Your task — Your task is to filter the data below down to the lines holding "that".

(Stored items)

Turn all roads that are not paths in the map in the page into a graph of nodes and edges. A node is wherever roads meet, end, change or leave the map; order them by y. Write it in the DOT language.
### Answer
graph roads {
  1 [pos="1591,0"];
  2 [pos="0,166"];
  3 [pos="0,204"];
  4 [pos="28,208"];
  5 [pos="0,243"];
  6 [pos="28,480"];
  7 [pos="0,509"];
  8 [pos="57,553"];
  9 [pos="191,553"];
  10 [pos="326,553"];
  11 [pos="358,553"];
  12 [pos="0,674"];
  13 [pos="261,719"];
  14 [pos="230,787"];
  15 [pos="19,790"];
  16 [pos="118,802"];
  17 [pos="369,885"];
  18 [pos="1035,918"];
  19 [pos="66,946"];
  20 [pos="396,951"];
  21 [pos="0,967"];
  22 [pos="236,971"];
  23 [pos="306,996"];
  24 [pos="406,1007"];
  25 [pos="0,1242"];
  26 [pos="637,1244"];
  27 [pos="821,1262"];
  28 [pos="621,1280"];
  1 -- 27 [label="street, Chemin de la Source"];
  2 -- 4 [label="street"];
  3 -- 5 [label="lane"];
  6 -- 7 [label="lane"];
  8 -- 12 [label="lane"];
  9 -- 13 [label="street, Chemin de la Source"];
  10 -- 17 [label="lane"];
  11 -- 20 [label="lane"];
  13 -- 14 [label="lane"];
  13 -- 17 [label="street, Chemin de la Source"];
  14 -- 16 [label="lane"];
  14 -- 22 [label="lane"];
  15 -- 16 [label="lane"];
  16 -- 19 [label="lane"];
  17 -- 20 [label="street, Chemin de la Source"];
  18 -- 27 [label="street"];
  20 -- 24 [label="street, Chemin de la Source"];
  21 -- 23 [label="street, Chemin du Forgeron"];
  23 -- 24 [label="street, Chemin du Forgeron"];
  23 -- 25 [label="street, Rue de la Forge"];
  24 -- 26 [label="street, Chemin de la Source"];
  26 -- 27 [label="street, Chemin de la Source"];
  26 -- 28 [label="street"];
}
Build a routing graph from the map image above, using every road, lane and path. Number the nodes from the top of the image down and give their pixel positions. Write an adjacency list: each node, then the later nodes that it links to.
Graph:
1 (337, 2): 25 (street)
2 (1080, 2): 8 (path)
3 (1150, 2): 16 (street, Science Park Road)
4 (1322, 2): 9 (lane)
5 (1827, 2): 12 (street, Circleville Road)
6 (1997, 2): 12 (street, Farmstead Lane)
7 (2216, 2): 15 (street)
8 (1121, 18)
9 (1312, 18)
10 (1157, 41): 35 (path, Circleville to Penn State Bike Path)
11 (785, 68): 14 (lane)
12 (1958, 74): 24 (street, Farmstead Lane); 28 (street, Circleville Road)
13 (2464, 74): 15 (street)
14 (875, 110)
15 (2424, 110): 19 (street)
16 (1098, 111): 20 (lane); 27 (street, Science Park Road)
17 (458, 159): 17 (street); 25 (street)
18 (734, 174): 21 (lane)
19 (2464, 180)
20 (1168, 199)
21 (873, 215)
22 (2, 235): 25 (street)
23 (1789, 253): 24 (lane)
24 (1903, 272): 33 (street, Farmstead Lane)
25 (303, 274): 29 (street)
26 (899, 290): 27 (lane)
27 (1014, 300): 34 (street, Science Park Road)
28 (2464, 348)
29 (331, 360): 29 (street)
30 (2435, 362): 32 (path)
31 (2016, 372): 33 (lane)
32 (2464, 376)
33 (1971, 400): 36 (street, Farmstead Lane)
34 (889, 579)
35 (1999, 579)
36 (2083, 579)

Written response —
Turn all roads that are not paths in the map in the page into a graph of nodes and edges. A node is wherever roads meet, end, change or leave the map; order them by y. Write it in the DOT language.
Build a routing graph from the map image above, using every road, lane and path. Number the nodes from the top of the image down and give their pixel positions. Write an adjacency list: each node, then the later nodes that it links to.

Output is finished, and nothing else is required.